(SUPPLIED INFORMATION begins)

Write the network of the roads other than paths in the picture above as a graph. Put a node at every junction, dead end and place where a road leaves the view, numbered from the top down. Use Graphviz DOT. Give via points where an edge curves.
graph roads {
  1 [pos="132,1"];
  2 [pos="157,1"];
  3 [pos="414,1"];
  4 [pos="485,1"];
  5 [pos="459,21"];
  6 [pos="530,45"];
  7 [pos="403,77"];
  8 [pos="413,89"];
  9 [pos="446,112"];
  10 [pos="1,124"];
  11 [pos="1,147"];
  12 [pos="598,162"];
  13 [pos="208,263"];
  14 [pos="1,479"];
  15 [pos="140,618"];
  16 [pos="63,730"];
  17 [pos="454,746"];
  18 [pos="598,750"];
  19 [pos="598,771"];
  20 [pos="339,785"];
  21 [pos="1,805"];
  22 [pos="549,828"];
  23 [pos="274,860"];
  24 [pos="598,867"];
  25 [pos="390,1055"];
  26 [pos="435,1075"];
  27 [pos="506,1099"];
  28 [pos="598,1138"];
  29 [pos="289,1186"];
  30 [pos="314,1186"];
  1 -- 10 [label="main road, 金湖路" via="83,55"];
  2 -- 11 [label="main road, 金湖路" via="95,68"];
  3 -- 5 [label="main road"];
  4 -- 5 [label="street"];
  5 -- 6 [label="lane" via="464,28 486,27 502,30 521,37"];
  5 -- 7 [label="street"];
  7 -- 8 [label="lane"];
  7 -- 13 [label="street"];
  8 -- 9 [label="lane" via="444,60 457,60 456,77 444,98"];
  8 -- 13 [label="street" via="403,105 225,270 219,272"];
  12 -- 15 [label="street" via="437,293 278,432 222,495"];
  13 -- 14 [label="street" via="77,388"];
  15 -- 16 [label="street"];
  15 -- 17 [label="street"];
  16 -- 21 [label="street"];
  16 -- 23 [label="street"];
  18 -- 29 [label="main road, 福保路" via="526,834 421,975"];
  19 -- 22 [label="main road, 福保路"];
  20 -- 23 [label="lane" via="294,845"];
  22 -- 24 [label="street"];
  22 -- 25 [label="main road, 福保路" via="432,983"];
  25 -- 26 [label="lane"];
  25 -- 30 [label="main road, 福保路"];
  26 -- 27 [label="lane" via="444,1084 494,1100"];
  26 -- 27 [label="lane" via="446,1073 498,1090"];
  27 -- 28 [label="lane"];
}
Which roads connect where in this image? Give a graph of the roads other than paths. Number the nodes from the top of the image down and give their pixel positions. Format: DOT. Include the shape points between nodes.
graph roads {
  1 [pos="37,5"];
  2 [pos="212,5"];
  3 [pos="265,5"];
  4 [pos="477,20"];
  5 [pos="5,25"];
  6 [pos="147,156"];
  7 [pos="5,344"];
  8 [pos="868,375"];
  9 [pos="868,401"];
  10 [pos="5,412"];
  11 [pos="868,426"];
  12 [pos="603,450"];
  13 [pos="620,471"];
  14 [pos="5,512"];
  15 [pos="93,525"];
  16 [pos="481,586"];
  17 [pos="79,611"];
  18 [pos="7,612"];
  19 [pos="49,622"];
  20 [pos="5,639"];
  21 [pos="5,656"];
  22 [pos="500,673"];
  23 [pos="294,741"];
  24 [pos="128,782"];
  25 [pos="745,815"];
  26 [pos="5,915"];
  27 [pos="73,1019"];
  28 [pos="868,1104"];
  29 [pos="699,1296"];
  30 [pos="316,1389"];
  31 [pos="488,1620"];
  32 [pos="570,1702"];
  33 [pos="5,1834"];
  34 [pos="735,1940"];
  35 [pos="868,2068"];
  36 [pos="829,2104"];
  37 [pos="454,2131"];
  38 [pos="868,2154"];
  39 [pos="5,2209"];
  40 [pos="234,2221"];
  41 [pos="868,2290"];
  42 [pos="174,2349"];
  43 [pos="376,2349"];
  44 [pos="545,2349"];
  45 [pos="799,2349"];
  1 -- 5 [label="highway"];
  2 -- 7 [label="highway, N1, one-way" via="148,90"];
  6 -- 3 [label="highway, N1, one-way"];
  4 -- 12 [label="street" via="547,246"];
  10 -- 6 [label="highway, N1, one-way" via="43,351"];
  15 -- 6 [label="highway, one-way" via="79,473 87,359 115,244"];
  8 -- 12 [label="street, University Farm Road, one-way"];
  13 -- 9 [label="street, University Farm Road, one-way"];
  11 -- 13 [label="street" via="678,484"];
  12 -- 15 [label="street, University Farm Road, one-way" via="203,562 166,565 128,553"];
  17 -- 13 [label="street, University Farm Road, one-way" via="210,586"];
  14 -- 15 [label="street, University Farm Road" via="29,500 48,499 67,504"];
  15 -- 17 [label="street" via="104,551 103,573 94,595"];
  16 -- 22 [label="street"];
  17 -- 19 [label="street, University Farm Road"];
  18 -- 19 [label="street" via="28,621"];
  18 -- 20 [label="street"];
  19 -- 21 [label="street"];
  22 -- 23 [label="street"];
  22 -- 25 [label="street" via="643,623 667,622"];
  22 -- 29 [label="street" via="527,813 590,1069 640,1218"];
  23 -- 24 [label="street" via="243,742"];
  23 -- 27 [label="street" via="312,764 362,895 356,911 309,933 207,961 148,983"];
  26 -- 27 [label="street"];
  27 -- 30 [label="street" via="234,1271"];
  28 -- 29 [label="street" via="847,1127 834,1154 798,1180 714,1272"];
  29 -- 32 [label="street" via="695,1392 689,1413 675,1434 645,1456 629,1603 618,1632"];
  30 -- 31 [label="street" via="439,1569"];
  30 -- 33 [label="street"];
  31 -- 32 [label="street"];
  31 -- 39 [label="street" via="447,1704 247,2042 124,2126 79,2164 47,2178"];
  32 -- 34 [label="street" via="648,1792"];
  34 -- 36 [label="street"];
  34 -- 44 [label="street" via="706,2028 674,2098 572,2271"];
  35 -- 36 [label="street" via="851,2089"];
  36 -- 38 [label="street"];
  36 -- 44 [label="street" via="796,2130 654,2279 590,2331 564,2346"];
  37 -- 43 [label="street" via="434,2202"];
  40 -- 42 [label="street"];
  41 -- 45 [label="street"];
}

(SUPPLIED INFORMATION ends)

— ASSIGNMENT —
Exactly as written, return every line of the material.

— WRITTEN REPLY —
Write the network of the roads other than paths in the picture above as a graph. Put a node at every junction, dead end and place where a road leaves the view, numbered from the top down. Use Graphviz DOT. Give via points where an edge curves.
graph roads {
  1 [pos="132,1"];
  2 [pos="157,1"];
  3 [pos="414,1"];
  4 [pos="485,1"];
  5 [pos="459,21"];
  6 [pos="530,45"];
  7 [pos="403,77"];
  8 [pos="413,89"];
  9 [pos="446,112"];
  10 [pos="1,124"];
  11 [pos="1,147"];
  12 [pos="598,162"];
  13 [pos="208,263"];
  14 [pos="1,479"];
  15 [pos="140,618"];
  16 [pos="63,730"];
  17 [pos="454,746"];
  18 [pos="598,750"];
  19 [pos="598,771"];
  20 [pos="339,785"];
  21 [pos="1,805"];
  22 [pos="549,828"];
  23 [pos="274,860"];
  24 [pos="598,867"];
  25 [pos="390,1055"];
  26 [pos="435,1075"];
  27 [pos="506,1099"];
  28 [pos="598,1138"];
  29 [pos="289,1186"];
  30 [pos="314,1186"];
  1 -- 10 [label="main road, 金湖路" via="83,55"];
  2 -- 11 [label="main road, 金湖路" via="95,68"];
  3 -- 5 [label="main road"];
  4 -- 5 [label="street"];
  5 -- 6 [label="lane" via="464,28 486,27 502,30 521,37"];
  5 -- 7 [label="street"];
  7 -- 8 [label="lane"];
  7 -- 13 [label="street"];
  8 -- 9 [label="lane" via="444,60 457,60 456,77 444,98"];
  8 -- 13 [label="street" via="403,105 225,270 219,272"];
  12 -- 15 [label="street" via="437,293 278,432 222,495"];
  13 -- 14 [label="street" via="77,388"];
  15 -- 16 [label="street"];
  15 -- 17 [label="street"];
  16 -- 21 [label="street"];
  16 -- 23 [label="street"];
  18 -- 29 [label="main road, 福保路" via="526,834 421,975"];
  19 -- 22 [label="main road, 福保路"];
  20 -- 23 [label="lane" via="294,845"];
  22 -- 24 [label="street"];
  22 -- 25 [label="main road, 福保路" via="432,983"];
  25 -- 26 [label="lane"];
  25 -- 30 [label="main road, 福保路"];
  26 -- 27 [label="lane" via="444,1084 494,1100"];
  26 -- 27 [label="lane" via="446,1073 498,1090"];
  27 -- 28 [label="lane"];
}
Which roads connect where in this image? Give a graph of the roads other than paths. Number the nodes from the top of the image down and give their pixel positions. Format: DOT. Include the shape points between nodes.
graph roads {
  1 [pos="37,5"];
  2 [pos="212,5"];
  3 [pos="265,5"];
  4 [pos="477,20"];
  5 [pos="5,25"];
  6 [pos="147,156"];
  7 [pos="5,344"];
  8 [pos="868,375"];
  9 [pos="868,401"];
  10 [pos="5,412"];
  11 [pos="868,426"];
  12 [pos="603,450"];
  13 [pos="620,471"];
  14 [pos="5,512"];
  15 [pos="93,525"];
  16 [pos="481,586"];
  17 [pos="79,611"];
  18 [pos="7,612"];
  19 [pos="49,622"];
  20 [pos="5,639"];
  21 [pos="5,656"];
  22 [pos="500,673"];
  23 [pos="294,741"];
  24 [pos="128,782"];
  25 [pos="745,815"];
  26 [pos="5,915"];
  27 [pos="73,1019"];
  28 [pos="868,1104"];
  29 [pos="699,1296"];
  30 [pos="316,1389"];
  31 [pos="488,1620"];
  32 [pos="570,1702"];
  33 [pos="5,1834"];
  34 [pos="735,1940"];
  35 [pos="868,2068"];
  36 [pos="829,2104"];
  37 [pos="454,2131"];
  38 [pos="868,2154"];
  39 [pos="5,2209"];
  40 [pos="234,2221"];
  41 [pos="868,2290"];
  42 [pos="174,2349"];
  43 [pos="376,2349"];
  44 [pos="545,2349"];
  45 [pos="799,2349"];
  1 -- 5 [label="highway"];
  2 -- 7 [label="highway, N1, one-way" via="148,90"];
  6 -- 3 [label="highway, N1, one-way"];
  4 -- 12 [label="street" via="547,246"];
  10 -- 6 [label="highway, N1, one-way" via="43,351"];
  15 -- 6 [label="highway, one-way" via="79,473 87,359 115,244"];
  8 -- 12 [label="street, University Farm Road, one-way"];
  13 -- 9 [label="street, University Farm Road, one-way"];
  11 -- 13 [label="street" via="678,484"];
  12 -- 15 [label="street, University Farm Road, one-way" via="203,562 166,565 128,553"];
  17 -- 13 [label="street, University Farm Road, one-way" via="210,586"];
  14 -- 15 [label="street, University Farm Road" via="29,500 48,499 67,504"];
  15 -- 17 [label="street" via="104,551 103,573 94,595"];
  16 -- 22 [label="street"];
  17 -- 19 [label="street, University Farm Road"];
  18 -- 19 [label="street" via="28,621"];
  18 -- 20 [label="street"];
  19 -- 21 [label="street"];
  22 -- 23 [label="street"];
  22 -- 25 [label="street" via="643,623 667,622"];
  22 -- 29 [label="street" via="527,813 590,1069 640,1218"];
  23 -- 24 [label="street" via="243,742"];
  23 -- 27 [label="street" via="312,764 362,895 356,911 309,933 207,961 148,983"];
  26 -- 27 [label="street"];
  27 -- 30 [label="street" via="234,1271"];
  28 -- 29 [label="street" via="847,1127 834,1154 798,1180 714,1272"];
  29 -- 32 [label="street" via="695,1392 689,1413 675,1434 645,1456 629,1603 618,1632"];
  30 -- 31 [label="street" via="439,1569"];
  30 -- 33 [label="street"];
  31 -- 32 [label="street"];
  31 -- 39 [label="street" via="447,1704 247,2042 124,2126 79,2164 47,2178"];
  32 -- 34 [label="street" via="648,1792"];
  34 -- 36 [label="street"];
  34 -- 44 [label="street" via="706,2028 674,2098 572,2271"];
  35 -- 36 [label="street" via="851,2089"];
  36 -- 38 [label="street"];
  36 -- 44 [label="street" via="796,2130 654,2279 590,2331 564,2346"];
  37 -- 43 [label="street" via="434,2202"];
  40 -- 42 [label="street"];
  41 -- 45 [label="street"];
}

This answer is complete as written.